Huckman: Orchestra crowds cheered on 1908 Cubs in World Series

From Andrew Huckman at the Chicago Symphony Orchestra on October 24, 2016:

In 1908, before Chicago had a Wrigley Field, baseball fans watched the Cubs win the World Series — at Orchestra Hall.

“Baseball was king,” the Chicago Daily Tribune reported, “And nowhere was its title more vociferously recognized than in the temple Chicago has dedicated to classical music.”

Years before baseball took to the airwaves in 1921, fans nationwide followed important out-of-town contests via play-by-play wire accounts posted in theaters and public squares, with local newspapers assisting. Forerunners of today’s television score bugs and smartphone gamecasts, chalkboards with scores and easels with lineups, and later mechanical diagrams with flashing lights, kept fans current on counts, outs and base runners.

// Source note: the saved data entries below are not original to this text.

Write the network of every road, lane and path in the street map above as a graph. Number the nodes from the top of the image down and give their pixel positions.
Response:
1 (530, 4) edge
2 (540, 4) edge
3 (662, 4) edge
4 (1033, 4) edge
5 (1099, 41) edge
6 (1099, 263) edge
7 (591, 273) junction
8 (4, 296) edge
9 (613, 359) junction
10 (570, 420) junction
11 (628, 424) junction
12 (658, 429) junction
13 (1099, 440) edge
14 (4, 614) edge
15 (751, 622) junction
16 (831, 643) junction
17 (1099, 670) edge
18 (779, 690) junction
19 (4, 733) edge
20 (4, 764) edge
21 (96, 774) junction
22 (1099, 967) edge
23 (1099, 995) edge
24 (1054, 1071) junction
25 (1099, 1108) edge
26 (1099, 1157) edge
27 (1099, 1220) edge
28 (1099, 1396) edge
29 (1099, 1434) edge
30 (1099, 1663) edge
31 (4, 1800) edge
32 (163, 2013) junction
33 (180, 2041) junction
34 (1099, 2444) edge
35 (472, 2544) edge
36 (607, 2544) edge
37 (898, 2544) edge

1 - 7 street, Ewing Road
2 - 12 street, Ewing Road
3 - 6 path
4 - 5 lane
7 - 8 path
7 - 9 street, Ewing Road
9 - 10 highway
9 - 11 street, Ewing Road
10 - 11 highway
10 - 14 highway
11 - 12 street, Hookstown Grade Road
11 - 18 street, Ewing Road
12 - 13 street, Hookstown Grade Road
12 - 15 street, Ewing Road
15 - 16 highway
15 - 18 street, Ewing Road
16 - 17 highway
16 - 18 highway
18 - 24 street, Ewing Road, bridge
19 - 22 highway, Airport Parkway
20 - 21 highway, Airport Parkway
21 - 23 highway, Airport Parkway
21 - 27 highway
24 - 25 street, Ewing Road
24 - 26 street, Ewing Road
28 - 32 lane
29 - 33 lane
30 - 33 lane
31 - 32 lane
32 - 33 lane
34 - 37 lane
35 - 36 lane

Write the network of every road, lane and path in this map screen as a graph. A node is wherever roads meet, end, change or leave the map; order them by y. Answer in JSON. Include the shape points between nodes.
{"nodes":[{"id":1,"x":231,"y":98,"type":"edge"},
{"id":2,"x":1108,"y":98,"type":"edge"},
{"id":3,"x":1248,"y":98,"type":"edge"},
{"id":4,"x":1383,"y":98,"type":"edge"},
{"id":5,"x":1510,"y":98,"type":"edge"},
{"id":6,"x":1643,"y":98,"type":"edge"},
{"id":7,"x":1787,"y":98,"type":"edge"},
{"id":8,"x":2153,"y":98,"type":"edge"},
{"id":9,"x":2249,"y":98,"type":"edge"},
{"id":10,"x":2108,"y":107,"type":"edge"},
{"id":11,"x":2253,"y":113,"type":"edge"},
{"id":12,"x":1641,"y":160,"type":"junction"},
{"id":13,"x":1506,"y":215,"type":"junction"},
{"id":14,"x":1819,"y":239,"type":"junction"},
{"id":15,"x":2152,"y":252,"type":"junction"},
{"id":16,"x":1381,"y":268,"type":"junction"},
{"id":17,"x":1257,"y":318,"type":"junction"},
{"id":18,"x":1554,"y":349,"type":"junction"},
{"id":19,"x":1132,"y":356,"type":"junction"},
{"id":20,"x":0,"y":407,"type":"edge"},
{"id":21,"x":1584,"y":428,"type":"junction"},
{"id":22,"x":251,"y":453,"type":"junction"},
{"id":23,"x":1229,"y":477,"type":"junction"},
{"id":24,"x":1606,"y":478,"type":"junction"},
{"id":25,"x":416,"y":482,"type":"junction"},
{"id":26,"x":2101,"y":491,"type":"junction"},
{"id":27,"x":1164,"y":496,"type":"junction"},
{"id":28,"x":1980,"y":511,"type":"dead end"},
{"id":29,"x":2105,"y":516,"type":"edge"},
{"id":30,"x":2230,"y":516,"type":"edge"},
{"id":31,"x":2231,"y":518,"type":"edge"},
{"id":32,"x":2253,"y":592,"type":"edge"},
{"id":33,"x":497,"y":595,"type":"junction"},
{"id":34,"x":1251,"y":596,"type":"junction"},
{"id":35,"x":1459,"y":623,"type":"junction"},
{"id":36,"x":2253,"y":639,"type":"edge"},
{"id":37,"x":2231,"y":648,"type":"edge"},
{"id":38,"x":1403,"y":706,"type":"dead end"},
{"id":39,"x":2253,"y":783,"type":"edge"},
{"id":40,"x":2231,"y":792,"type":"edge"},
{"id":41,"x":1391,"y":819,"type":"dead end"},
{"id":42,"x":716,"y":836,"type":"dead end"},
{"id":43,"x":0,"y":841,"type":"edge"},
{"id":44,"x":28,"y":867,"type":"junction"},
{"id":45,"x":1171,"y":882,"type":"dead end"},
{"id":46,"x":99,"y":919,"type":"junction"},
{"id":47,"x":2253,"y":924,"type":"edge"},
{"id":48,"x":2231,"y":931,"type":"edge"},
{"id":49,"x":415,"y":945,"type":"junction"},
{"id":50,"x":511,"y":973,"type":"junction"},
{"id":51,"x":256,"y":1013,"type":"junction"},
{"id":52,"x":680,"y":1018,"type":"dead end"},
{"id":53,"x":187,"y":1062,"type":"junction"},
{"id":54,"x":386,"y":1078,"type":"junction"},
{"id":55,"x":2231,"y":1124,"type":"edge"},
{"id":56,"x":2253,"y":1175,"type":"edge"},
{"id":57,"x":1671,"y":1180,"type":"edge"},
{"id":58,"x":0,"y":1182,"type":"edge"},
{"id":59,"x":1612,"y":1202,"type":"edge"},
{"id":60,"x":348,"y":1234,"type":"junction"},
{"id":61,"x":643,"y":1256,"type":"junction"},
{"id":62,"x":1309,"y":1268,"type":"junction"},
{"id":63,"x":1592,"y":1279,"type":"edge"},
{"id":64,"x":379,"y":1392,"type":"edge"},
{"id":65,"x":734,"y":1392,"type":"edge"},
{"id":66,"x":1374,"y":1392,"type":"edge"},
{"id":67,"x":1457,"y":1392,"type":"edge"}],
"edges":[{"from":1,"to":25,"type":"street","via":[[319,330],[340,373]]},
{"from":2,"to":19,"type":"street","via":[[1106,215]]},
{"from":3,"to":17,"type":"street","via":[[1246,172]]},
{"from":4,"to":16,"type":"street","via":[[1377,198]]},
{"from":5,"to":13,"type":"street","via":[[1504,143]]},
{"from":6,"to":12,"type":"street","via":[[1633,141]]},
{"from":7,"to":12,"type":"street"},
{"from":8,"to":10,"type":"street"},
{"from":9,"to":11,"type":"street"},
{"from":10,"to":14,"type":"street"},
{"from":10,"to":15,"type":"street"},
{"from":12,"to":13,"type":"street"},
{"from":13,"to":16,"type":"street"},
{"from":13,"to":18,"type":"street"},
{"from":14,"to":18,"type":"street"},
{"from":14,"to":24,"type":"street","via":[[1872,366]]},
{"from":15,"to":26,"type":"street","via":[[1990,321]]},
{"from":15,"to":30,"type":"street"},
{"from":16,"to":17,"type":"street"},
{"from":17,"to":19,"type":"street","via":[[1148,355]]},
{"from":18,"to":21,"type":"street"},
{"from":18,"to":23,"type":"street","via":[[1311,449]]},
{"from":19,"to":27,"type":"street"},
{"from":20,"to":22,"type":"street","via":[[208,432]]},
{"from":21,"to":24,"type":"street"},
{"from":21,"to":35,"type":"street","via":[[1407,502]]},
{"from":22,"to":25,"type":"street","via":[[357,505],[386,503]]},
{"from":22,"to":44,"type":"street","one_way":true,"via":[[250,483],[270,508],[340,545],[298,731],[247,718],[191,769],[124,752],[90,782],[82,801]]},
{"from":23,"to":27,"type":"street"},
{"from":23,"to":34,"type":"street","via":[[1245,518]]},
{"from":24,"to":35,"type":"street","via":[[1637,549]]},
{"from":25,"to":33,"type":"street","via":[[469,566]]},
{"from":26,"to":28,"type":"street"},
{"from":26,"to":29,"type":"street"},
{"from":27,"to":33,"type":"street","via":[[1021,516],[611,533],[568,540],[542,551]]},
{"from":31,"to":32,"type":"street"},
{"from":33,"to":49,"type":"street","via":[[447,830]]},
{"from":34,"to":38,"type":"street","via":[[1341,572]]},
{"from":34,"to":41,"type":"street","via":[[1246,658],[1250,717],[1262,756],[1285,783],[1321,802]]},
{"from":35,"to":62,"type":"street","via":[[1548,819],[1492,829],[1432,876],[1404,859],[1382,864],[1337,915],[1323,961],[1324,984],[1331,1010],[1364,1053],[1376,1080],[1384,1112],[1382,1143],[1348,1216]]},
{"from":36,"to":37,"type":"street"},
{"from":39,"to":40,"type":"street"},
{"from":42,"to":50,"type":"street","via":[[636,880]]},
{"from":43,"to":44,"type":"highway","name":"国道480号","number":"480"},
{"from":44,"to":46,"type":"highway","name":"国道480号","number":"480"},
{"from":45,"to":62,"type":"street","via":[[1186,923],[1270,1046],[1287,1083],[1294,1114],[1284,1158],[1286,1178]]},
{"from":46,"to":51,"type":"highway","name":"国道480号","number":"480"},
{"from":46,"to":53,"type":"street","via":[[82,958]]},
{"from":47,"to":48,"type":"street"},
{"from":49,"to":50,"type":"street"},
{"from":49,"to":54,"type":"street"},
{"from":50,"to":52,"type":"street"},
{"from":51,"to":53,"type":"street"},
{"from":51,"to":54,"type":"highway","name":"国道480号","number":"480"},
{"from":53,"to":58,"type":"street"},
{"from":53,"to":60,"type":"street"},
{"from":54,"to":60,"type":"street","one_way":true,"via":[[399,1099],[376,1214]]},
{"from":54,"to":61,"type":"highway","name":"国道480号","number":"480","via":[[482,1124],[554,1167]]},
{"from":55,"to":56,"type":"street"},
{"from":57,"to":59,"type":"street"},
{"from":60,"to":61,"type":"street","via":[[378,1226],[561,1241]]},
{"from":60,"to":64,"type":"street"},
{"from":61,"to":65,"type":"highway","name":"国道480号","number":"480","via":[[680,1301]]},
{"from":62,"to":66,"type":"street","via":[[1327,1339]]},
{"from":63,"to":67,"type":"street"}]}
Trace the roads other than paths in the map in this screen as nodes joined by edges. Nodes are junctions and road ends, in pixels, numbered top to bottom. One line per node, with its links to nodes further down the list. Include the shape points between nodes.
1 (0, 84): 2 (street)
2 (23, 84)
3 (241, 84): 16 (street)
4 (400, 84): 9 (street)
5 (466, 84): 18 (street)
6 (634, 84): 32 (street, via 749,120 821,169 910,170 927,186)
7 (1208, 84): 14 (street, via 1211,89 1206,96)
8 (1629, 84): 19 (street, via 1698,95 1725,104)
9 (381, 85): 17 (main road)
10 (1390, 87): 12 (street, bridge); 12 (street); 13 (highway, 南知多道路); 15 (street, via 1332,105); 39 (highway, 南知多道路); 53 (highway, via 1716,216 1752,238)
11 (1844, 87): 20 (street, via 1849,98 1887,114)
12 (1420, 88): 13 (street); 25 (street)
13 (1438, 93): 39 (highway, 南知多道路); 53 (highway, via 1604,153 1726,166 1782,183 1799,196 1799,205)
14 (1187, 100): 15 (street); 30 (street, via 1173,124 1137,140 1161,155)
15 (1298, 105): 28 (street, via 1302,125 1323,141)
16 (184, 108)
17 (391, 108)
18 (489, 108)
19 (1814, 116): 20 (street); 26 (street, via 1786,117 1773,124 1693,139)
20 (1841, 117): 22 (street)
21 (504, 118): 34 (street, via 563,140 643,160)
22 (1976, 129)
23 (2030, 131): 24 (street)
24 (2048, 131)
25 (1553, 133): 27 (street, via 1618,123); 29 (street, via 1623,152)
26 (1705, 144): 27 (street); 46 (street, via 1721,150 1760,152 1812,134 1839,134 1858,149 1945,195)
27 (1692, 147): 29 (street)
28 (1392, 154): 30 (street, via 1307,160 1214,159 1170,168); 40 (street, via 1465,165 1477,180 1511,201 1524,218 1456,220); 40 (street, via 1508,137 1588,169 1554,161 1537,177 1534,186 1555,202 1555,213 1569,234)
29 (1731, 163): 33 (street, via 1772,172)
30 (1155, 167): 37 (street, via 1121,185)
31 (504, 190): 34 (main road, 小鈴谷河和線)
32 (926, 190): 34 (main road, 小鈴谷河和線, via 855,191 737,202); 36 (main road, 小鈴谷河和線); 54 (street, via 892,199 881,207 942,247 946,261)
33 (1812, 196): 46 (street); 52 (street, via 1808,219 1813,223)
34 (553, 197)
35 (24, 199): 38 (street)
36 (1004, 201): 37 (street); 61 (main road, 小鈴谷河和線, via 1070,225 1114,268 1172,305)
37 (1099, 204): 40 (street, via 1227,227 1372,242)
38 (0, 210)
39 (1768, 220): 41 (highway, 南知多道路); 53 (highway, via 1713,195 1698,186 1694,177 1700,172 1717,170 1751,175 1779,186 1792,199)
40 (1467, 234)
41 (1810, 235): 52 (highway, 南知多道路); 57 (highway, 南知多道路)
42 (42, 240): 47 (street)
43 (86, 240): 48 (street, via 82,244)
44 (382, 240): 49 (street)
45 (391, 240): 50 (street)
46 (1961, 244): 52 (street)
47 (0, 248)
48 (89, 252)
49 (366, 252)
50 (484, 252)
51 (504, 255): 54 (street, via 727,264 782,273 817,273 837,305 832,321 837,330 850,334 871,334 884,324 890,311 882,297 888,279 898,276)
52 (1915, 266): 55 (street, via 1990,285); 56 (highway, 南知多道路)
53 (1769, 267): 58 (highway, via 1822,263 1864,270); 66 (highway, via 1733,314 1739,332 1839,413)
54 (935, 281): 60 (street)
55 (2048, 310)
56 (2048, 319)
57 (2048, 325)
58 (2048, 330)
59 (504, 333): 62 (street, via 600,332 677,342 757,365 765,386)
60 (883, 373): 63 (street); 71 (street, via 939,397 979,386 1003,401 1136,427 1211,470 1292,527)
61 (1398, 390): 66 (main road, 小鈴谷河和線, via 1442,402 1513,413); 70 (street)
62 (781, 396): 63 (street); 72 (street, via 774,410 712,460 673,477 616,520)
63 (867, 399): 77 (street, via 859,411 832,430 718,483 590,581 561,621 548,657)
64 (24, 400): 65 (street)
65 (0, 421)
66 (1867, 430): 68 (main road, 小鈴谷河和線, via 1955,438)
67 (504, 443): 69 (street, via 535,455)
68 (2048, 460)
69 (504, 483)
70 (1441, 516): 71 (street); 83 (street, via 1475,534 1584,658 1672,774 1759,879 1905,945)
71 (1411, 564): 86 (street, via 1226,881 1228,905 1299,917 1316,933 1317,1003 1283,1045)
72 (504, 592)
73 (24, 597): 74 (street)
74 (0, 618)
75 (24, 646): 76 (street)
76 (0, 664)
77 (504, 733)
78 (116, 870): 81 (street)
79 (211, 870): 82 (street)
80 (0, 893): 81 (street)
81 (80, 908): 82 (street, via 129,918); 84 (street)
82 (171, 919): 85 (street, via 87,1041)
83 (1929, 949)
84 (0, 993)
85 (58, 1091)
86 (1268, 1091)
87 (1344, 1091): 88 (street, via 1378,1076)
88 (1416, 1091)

On Sept. 23 of that 1908 season, Orchestra Hall opened its doors for away games — admission, 25 cents for men, ladies free — beginning with a contest between the Cubs and New York Giants, tied in the race for the National League pennant. Once inside the hall, fans watched a manually operated display called “The Tribune Electric Score Board,” on a relay from the Polo Grounds. The paper described the machine as “a large blackboard sprinkled with 18 names, many mysterious letters, a geometrical diagram, and red and white electric lights.”